Starteupe

"   Chacun aura aisément identifié que ce mot, absent des dictionnaires, constitue une version francisée du mot start-up dont l'utilisation ancienne (start-up company en usage depuis le début du 20ème siècle) est aujourd'hui devenue courante même si elle est parfois impropre ou approximative.

 

En opérant cette francisation, je ne fais que m'inscrire dans une lignée d'illustres écrivains comme Jean Dutourd (louque, coule, crache …) et, plus spécifiquement, pour starteupe de Marcel Aymé qui transformait dans les années 50 le mot pick-up (alors employé pour électrophone ou tourne-disques) en piqueupe.

 

Mais convient-il d'adopter un nouveau mot?

 

N'en n'existe t'il pas déjà un qui ferait l'affaire?

 

Les lecteurs fidèles se souviennent qu'à cette question concernant les feïqueniouzes, nous avions conclu que bobard convenait parfaitement et que la nécessité de créer infox qui avait mobilisé des experts était par conséquent superfétatoire.

 

Ici, les équivalences proposées passent par des locutions:

  • «entreprise en démarrage» est factuellement exact mais ne rend pas compté de la spécificité de ces entreprises, spécificité que nous allons tenter de préciser;

  • «jeune pousse», métaphore potagère, pour être appropriée n'en demeure pas moins inintelligible hors contexte pour les non-initiés.

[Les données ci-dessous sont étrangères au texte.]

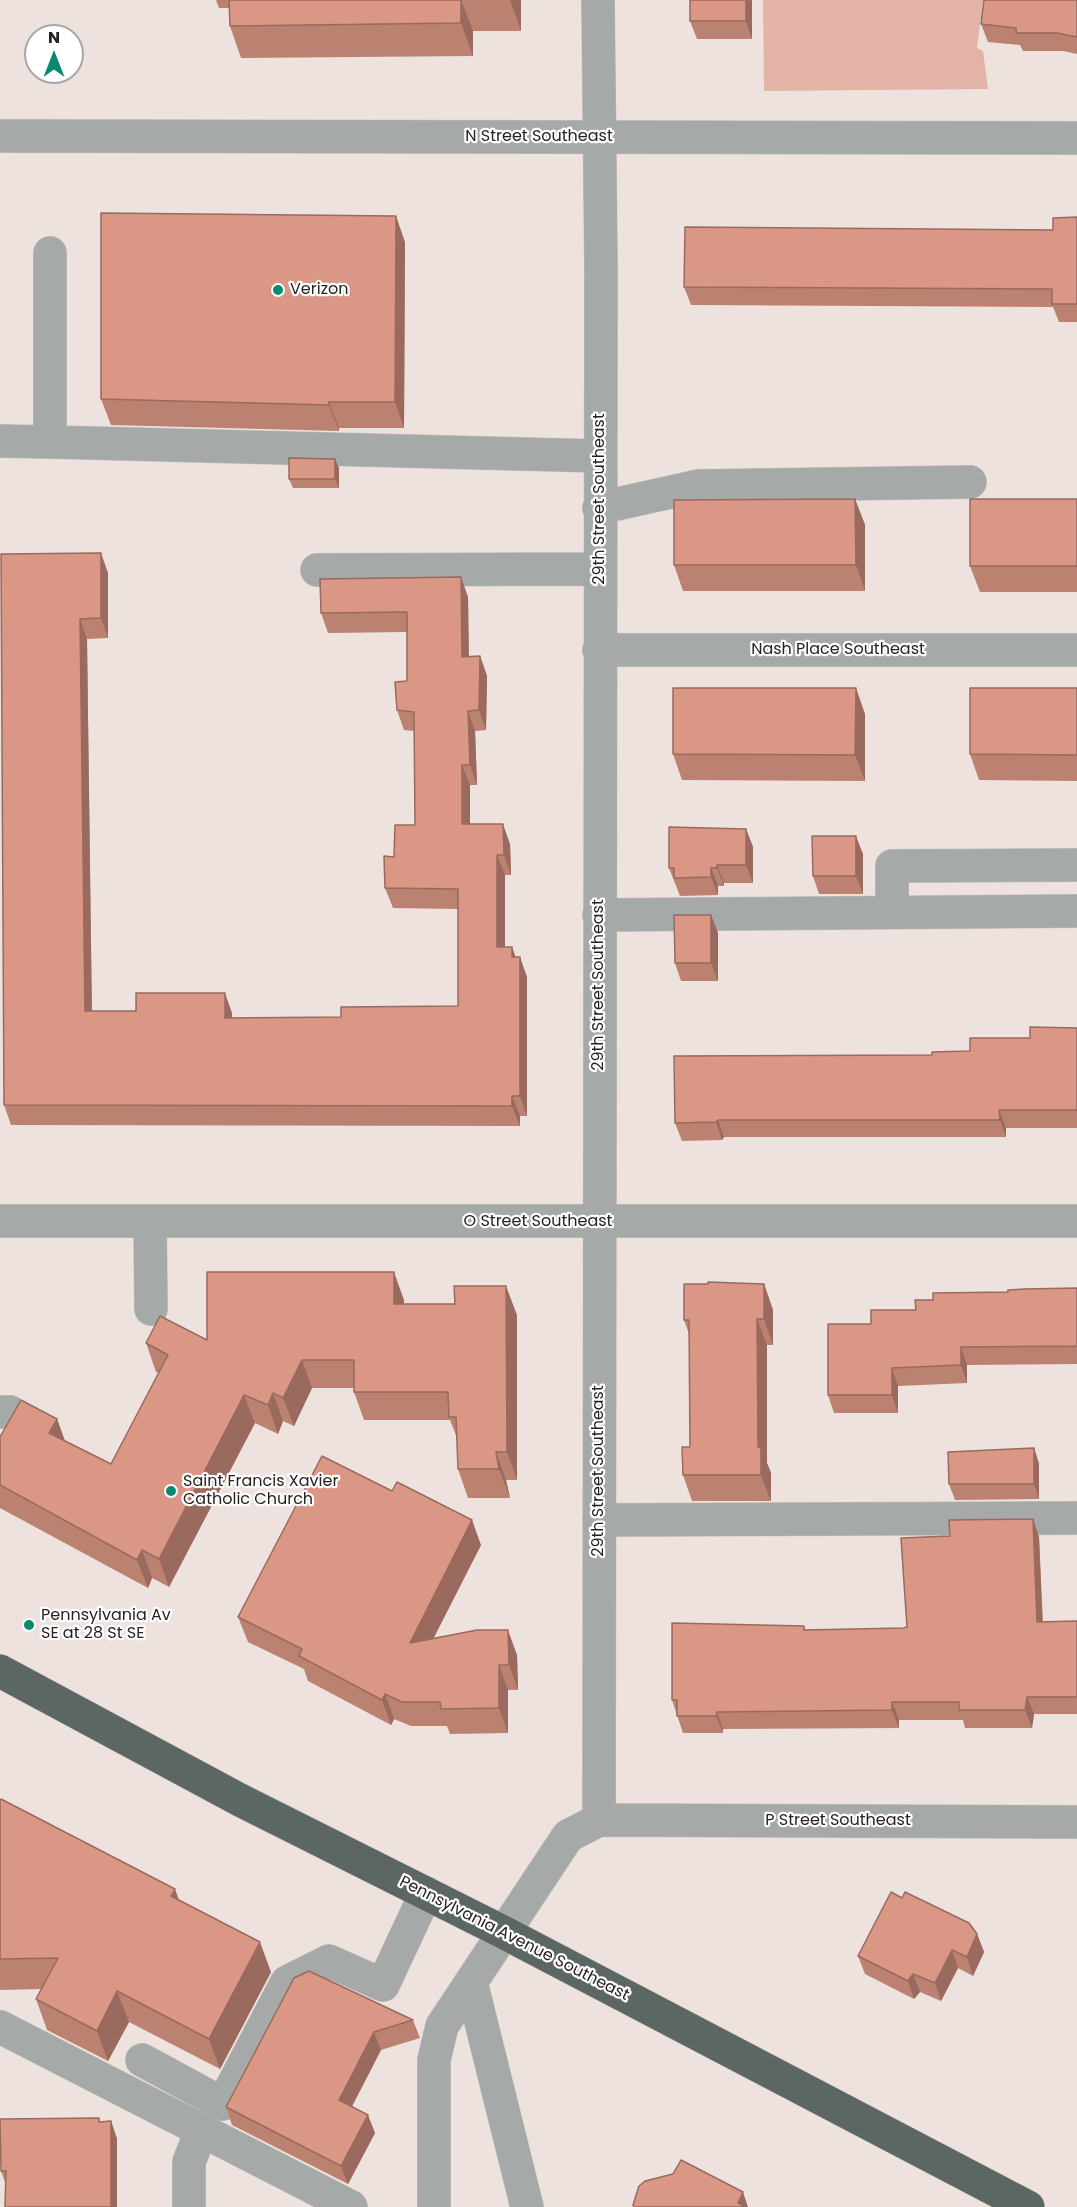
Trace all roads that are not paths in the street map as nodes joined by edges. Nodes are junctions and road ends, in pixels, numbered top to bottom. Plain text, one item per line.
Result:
1 (598, 0) edge
2 (0, 136) edge
3 (600, 137) junction
4 (1077, 138) edge
5 (50, 253) dead end
6 (0, 441) edge
7 (50, 442) junction
8 (600, 456) junction
9 (969, 482) dead end
10 (599, 508) junction
11 (599, 569) junction
12 (317, 570) dead end
13 (599, 650) junction
14 (1077, 650) edge
15 (1077, 865) edge
16 (1077, 911) edge
17 (892, 912) junction
18 (599, 915) junction
19 (0, 1221) edge
20 (150, 1221) junction
21 (1077, 1221) edge
22 (599, 1222) junction
23 (151, 1309) dead end
24 (1077, 1518) edge
25 (599, 1520) junction
26 (0, 1671) edge
27 (599, 1820) junction
28 (1077, 1822) edge
29 (426, 1893) junction
30 (502, 1932) junction
31 (471, 1982) junction
32 (0, 2027) edge
33 (142, 2060) dead end
34 (201, 2131) junction
35 (189, 2207) edge
36 (351, 2207) edge
37 (434, 2207) edge
38 (527, 2207) edge
39 (1028, 2207) edge

1 - 3 street, 29th Street Southeast
2 - 3 street, N Street Southeast
3 - 4 street, N Street Southeast
3 - 8 street, 29th Street Southeast
5 - 7 street
6 - 7 street
7 - 8 street
8 - 10 street, 29th Street Southeast
9 - 10 street
10 - 11 street, 29th Street Southeast
11 - 12 street
11 - 13 street, 29th Street Southeast
13 - 14 street, Nash Place Southeast
13 - 18 street, 29th Street Southeast
15 - 17 street
16 - 17 street
17 - 18 street
18 - 22 street, 29th Street Southeast
19 - 20 street, O Street Southeast
20 - 22 street, O Street Southeast
20 - 23 street
21 - 22 street, O Street Southeast
22 - 25 street, 29th Street Southeast
24 - 25 street
25 - 27 street, 29th Street Southeast
26 - 29 highway, Pennsylvania Avenue Southeast
27 - 28 street, P Street Southeast
27 - 30 street
29 - 30 highway, Pennsylvania Avenue Southeast
29 - 33 street
30 - 31 street
30 - 39 highway, Pennsylvania Avenue Southeast
31 - 37 street
31 - 38 street
32 - 34 street
34 - 35 street
34 - 36 street

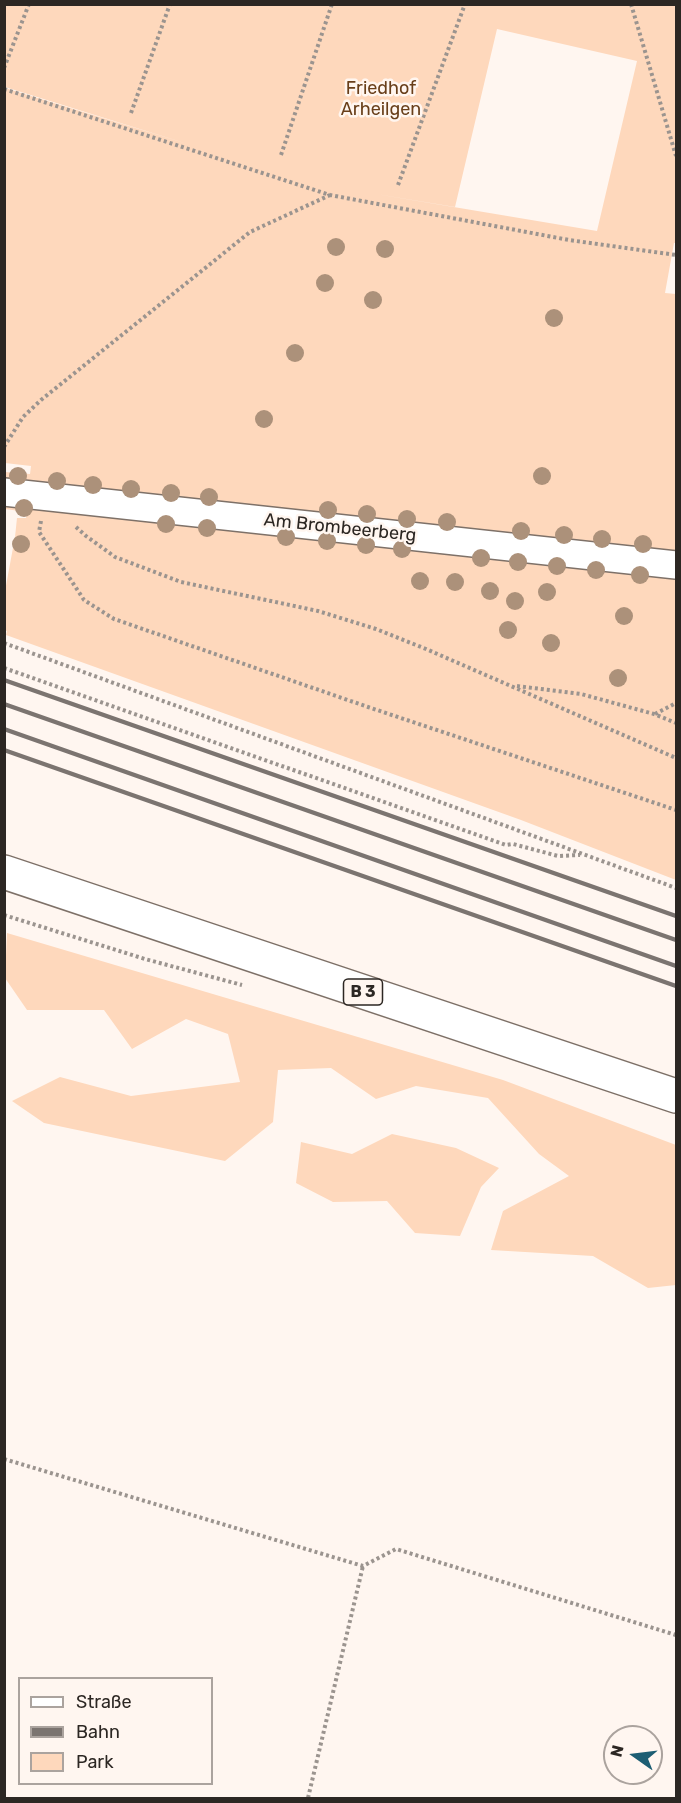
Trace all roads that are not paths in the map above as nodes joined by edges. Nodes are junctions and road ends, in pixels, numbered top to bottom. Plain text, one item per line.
1 (4, 492) edge
2 (676, 565) edge
3 (4, 872) edge
4 (676, 1096) edge

1 - 2 street, Am Brombeerberg
3 - 4 main road, B 3

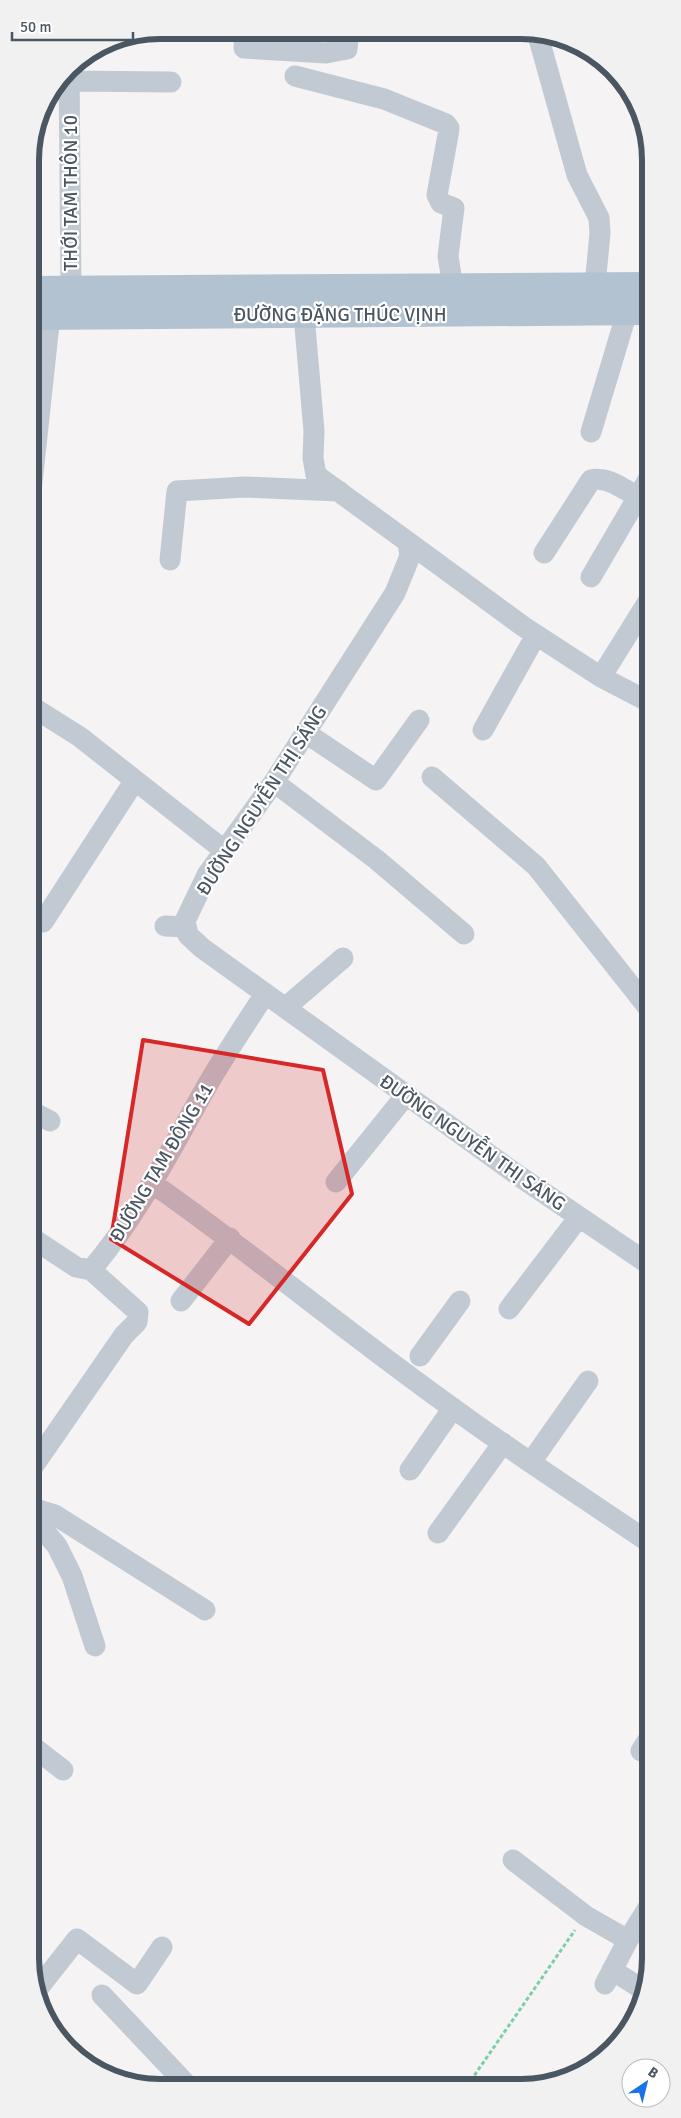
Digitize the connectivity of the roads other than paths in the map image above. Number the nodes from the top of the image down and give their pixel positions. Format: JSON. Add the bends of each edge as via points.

Histogramme démontrant une croissance forte

La création d'un nouveau mot n'est donc pas dénuée de justification. Et quitte à créer un nouveau mot, autant lui donner une consonance française. Tel devrait être le rôle de l'Académie Française si elle ne limitait actuellement son ambition à celle d'un «greffier de l'usage».

 

Ce point étant acquis, il convient de préciser ce qui distingue une starteupe de la petite entreprise d'un plombier ou d'un marchand de primeurs. De mes lectures, je constate que les auteurs d'ouvrages consacrés à ce sujet avancent deux différences principales:

  • la starteupe commercialise un produit innovant, l'innovation pouvant être celle du produit lui-même (du type concours Lépine à Tesla dans l'espace …) ou bien celle du processus nouveau qui bouleverse celui établi (par exemple Uber et ses pseudo-taxis);

  • le créateur d'une starteupe se donne des objectifs de croissance forte (la starteupe est aussi assimilée à une fusée) et de réussite financière, ambition justifiée par le caractère reproductible de son modèle (par exemple Uber étendant progressivement son modèle à toutes les cités où il peut être profitable).

Dessin d'une fusée marquée start-up

Ce cadre élimine a priori des entrepreneurs (artisans et commerçants) qui «se mettent à leur compte» pour exercer leur profession même si certains (coiffeurs et boulangers par exemple) parviennent à dépasser le stade du petit négoce en créant des marques franchisables.

Pour traiter des starteupes, j'ai choisi deux années:

  • 2000: la notion de starteupe, illustrée par les succès fulgurants d'entreprises innovantes (des «boîtes à idées») dans le domaine de l'informatique (particulièrement Apple et Microsoft), prend une dimension «grand public» avec le premier reportage télévisé recensé par l'INA consacré aux investisseurs qui financent des strarteupes (élevés au rang d'anges des affaires) et une autre consacrée aux lexicographes (qui se contentent d'entériner la version originale en l'expliquant en français),

Euros dotés d'ailes faisant d'eux des anges des affaires (business angels)
Euros dotés d'ailes faisant d'eux des anges des affaires (business angels)
  • 2019: une petite vingtaine d'années plus tard quand certaines starteupes ont atteint la puissance financière de pays et quand d'autres (ou les mêmes) bouleversent des processus et des métiers, bouleversements aux conséquences positives comme négatives. Changer la vie n'implique pas nécessairement de l'améliorer ...   "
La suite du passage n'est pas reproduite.